Either the picture portrays the core of a man or it is not a picture.
– William Carlos Williams, A Recognizable Image
In the “The UnKnown Masterpiece” (French, 1831) Balzac takes up the age-old debate about where nature ends and art begins. He does so, not surprisingly, through the most classic medium: the nude female form. Or, more precisely, he enters the debate of art versus nature by writing about the painting of the nude female form. This in itself — before I considered the plot or the style or the significance of the short story — already had me thinking of Etienne Gilson’s argument that “true painters know full well that, while they are painting, they are neither writing nor talking,” in conjunction with Foucault’s theory that “either the text is ruled by the image […] or else the image is ruled by the text.” Gilson and Foucault stress that language and image can never peaceably coexist on the same plane of meaning. But I found myself questioning this basic assumption when reading Balzac.
This is my first time reading Balzac even though I have a bookcase full with at least four of his novels. So, I am not interested at this point in considering how “The Unfinished Masterpiece” fits into his panoply of works but rather I am invested in what the short story has to say about portraiture in literature. This is the second installment of my latest series of exploring the portrait in literature.
Budding artist Nicholas Poussin sacrifices his lover, Gillette (think Galatea) for the sake of art when he hands her over to genius painter Frenhofer, student of the aged Mabuse. Mabuse and his entourage possess “the secret of giving life” to their figures, especially the female figure (think Pygmalion). For these men, creating life is the same a taking it, as Frenhofer’s portrait of Gillette suggests. Frenhofer’s painting of Gillette is a vampiric act, as “he anticipated the triumph of the beauty of his own creation over the beauty of the living girl.”
Poussin writhes in jealousy as his coy mistress absorbs the attention of painter. Frenhofer is proud of his work and boasts its achievement:
“Aha!” he cried, “you did not expect to see such perfection! You are looking for a picture, and you see a woman before you. There is such depth in that canvas, the atmosphere is so true that you can not distinguish it from the air that surrounds us. Where is art? Art has vanished, it is invisible! It is the form of a living girl that you see before you. Have I not caught the very hues of life, the spirit of the living line that defines the figure? Is there not the effect produced there like that which all natural objects present in the atmosphere about them, or fishes in the water? Do you see how the figure stands out against the background? Does it not seem to you that you pass your hand along the back? But then for seven years I studied and watched how the daylight blends with the objects on which it falls. And the hair, the light pours over it like a flood, does it not?… Ah! she breathed, I am sure that she breathed! Her breast—ah, see! Who would not fall on his knees before her?
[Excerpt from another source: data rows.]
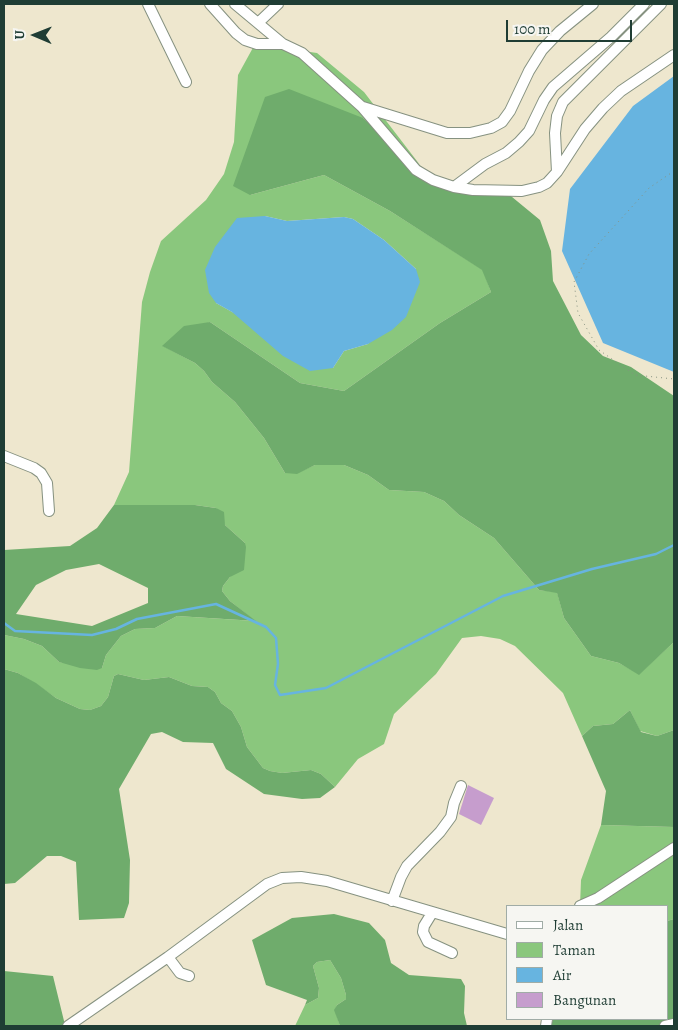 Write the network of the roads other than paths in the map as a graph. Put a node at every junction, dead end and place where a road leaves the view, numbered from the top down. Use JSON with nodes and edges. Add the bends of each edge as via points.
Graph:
{"nodes":[{"id":1,"x":148,"y":4,"type":"edge"},
{"id":2,"x":210,"y":4,"type":"edge"},
{"id":3,"x":235,"y":4,"type":"edge"},
{"id":4,"x":278,"y":4,"type":"edge"},
{"id":5,"x":594,"y":4,"type":"edge"},
{"id":6,"x":644,"y":4,"type":"edge"},
{"id":7,"x":661,"y":4,"type":"edge"},
{"id":8,"x":258,"y":23,"type":"junction"},
{"id":9,"x":283,"y":44,"type":"junction"},
{"id":10,"x":674,"y":55,"type":"edge"},
{"id":11,"x":186,"y":82,"type":"dead end"},
{"id":12,"x":362,"y":107,"type":"junction"},
{"id":13,"x":557,"y":172,"type":"junction"},
{"id":14,"x":454,"y":187,"type":"junction"},
{"id":15,"x":4,"y":456,"type":"edge"},
{"id":16,"x":49,"y":511,"type":"dead end"},
{"id":17,"x":461,"y":786,"type":"dead end"},
{"id":18,"x":674,"y":848,"type":"edge"},
{"id":19,"x":392,"y":901,"type":"junction"},
{"id":20,"x":582,"y":905,"type":"edge"},
{"id":21,"x":432,"y":913,"type":"junction"},
{"id":22,"x":506,"y":934,"type":"edge"},
{"id":23,"x":452,"y":953,"type":"dead end"},
{"id":24,"x":168,"y":957,"type":"junction"},
{"id":25,"x":189,"y":976,"type":"dead end"},
{"id":26,"x":674,"y":1024,"type":"edge"},
{"id":27,"x":68,"y":1026,"type":"edge"},
{"id":28,"x":665,"y":1026,"type":"edge"}],
"edges":[{"from":1,"to":11,"type":"street"},
{"from":2,"to":9,"type":"street","via":[[245,40],[257,44]]},
{"from":3,"to":8,"type":"street"},
{"from":4,"to":8,"type":"street"},
{"from":5,"to":12,"type":"street","via":[[542,50],[510,111],[502,122],[491,128],[470,133],[447,133]]},
{"from":6,"to":14,"type":"street","via":[[553,87],[529,131],[519,142]]},
{"from":7,"to":13,"type":"street","via":[[563,102],[555,133]]},
{"from":8,"to":9,"type":"street"},
{"from":9,"to":12,"type":"street","via":[[302,53]]},
{"from":10,"to":13,"type":"street","via":[[621,91],[603,108],[585,128]]},
{"from":12,"to":14,"type":"street","via":[[416,170]]},
{"from":13,"to":14,"type":"street","via":[[547,183],[522,191]]},
{"from":15,"to":16,"type":"street","via":[[41,473],[47,483]]},
{"from":17,"to":19,"type":"street","via":[[451,817],[407,866]]},
{"from":18,"to":20,"type":"street"},
{"from":19,"to":21,"type":"street"},
{"from":19,"to":24,"type":"street","via":[[327,881],[282,878],[267,884]]},
{"from":21,"to":22,"type":"street"},
{"from":21,"to":23,"type":"street","via":[[424,926],[428,942]]},
{"from":24,"to":25,"type":"street","via":[[180,973]]},
{"from":24,"to":27,"type":"street"},
{"from":26,"to":28,"type":"street"}]} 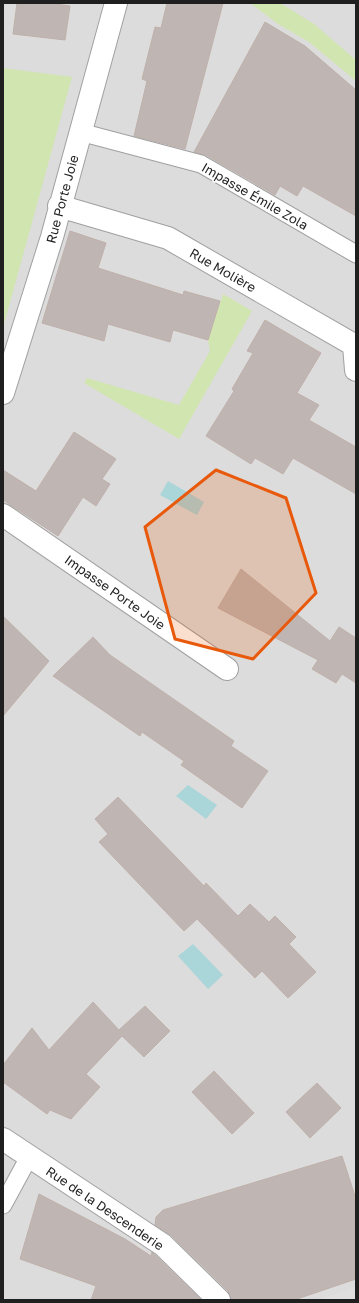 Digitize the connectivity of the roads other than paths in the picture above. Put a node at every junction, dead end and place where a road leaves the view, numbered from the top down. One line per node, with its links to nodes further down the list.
1 (116, 3): 2 (street, Rue Porte Joie)
2 (80, 132): 3 (street, Rue Porte Joie); 4 (lane, Impasse Émile Zola)
3 (59, 206): 5 (street, Rue Molière); 6 (street, Rue Porte Joie)
4 (356, 254)
5 (356, 370)
6 (3, 394)
7 (3, 515): 8 (street, Impasse Porte Joie)
8 (227, 669)
9 (3, 1140): 10 (street, Rue de la Descenderie)
10 (29, 1157): 11 (lane); 12 (street, Rue de la Descenderie)
11 (3, 1205)
12 (219, 1300) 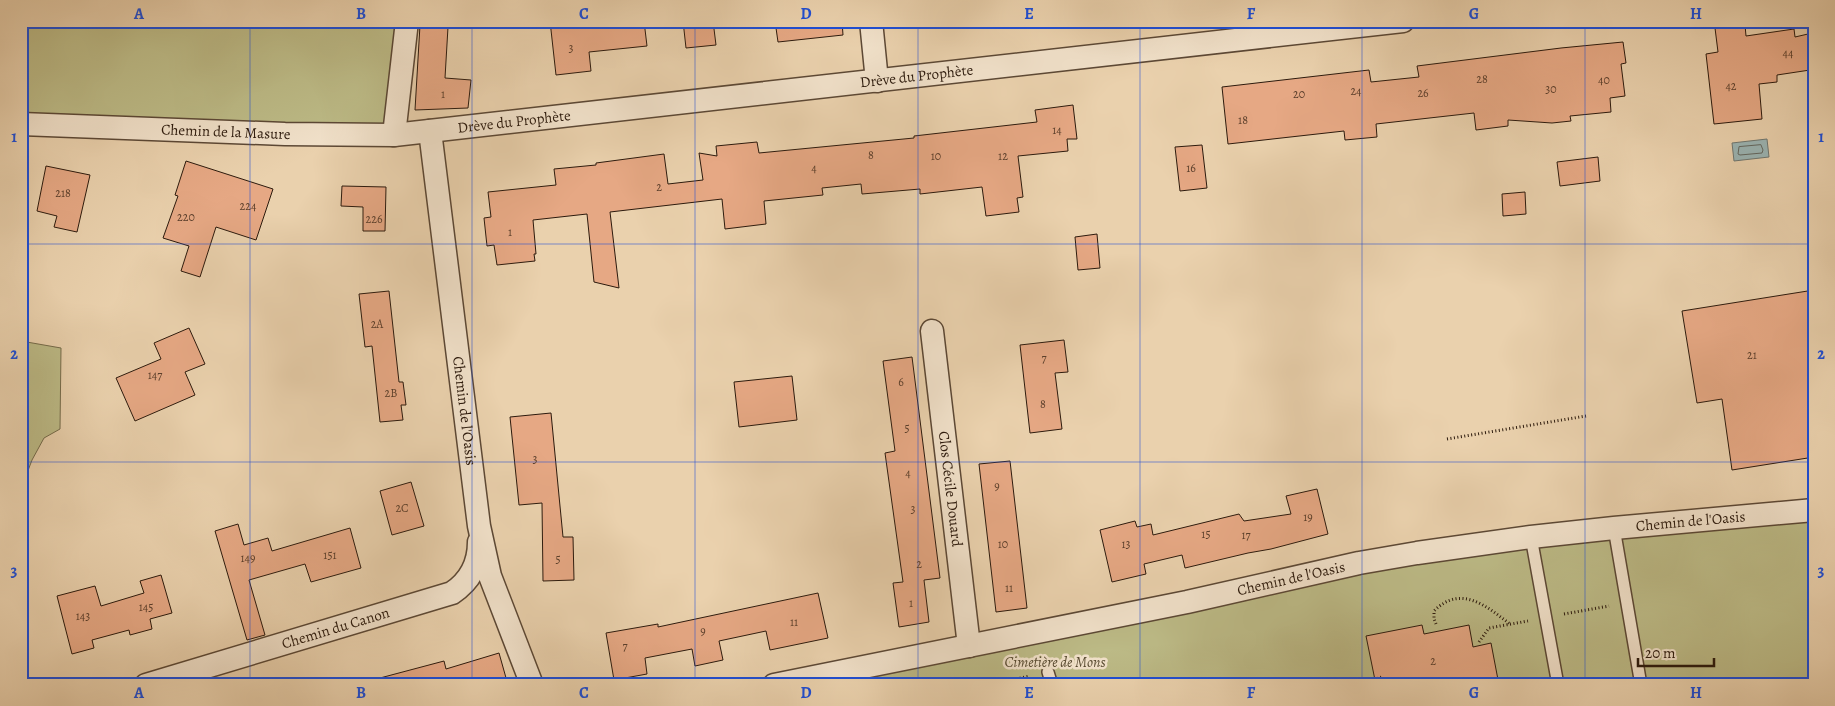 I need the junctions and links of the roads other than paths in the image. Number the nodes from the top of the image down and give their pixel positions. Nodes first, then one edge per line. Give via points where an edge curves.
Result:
1 (407, 21) edge
2 (871, 21) edge
3 (1403, 21) edge
4 (877, 81) junction
5 (21, 124) edge
6 (430, 131) junction
7 (394, 135) junction
8 (932, 331) dead end
9 (1814, 510) edge
10 (479, 526) junction
11 (1614, 528) junction
12 (1531, 537) junction
13 (969, 646) junction
14 (1048, 672) road end
15 (146, 685) edge
16 (532, 685) edge
17 (774, 685) edge
18 (1052, 685) edge
19 (1558, 685) edge
20 (1641, 685) edge

1 - 7 street
2 - 4 street
3 - 4 street, Drève du Prophète
4 - 6 street, Drève du Prophète
5 - 7 street, Chemin de la Masure
6 - 7 street, Chemin de la Masure
6 - 10 street, Chemin de l'Oasis
8 - 13 street, Clos Cécile Douard
9 - 11 street, Chemin de l'Oasis
10 - 15 street, Chemin du Canon via 479,550 474,570 463,586 452,593
10 - 16 street, Chemin de l'Oasis via 490,576
11 - 12 street, Chemin de l'Oasis
11 - 20 lane
12 - 13 street, Chemin de l'Oasis via 1359,563
12 - 19 lane
13 - 17 street, Chemin de l'Oasis
14 - 18 lane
Her pulses throb. She will rise to her feet. Wait!”
But Poussin and his idol Probus cannot see anything on the canvas but “confused masses of color and a multitude of fantastical lines that go to make a dead wall of paint.” Then on closer,look, among “the chaos of color, half-tints and vague shadows that made up a dim, formless fog” they spy one bare foot. Frenhofer goes on about his masterpiece — the shading of the figure’s bosom, the curve of her face — until he is made to realize momentarily that “there is nothing there.” But no, everyone is jealous!
The so-longed-for reproduction of Gillette’s body renders it and her actual body invisible, as she cowers in a corner where no one can see her anymore — neither lover nor painter nor stranger. Gillette is so horrified by her disappearance that she begs to die. The subject of the art has lost its meaning in the process of objectification, and this injury cannot be undone. The injury itself cannot even be seen. Franhofer has internalized Gillette — eaten her up — so thoroughly that he dies as an engorged, gluttonous man who has, through his art, stolen and consumed the meat of his work. Gillette is hen-pecked. The death of Franhofer is the achievement of art because it conquers nature.
And yet, it is Balzac’s words that outlast them all.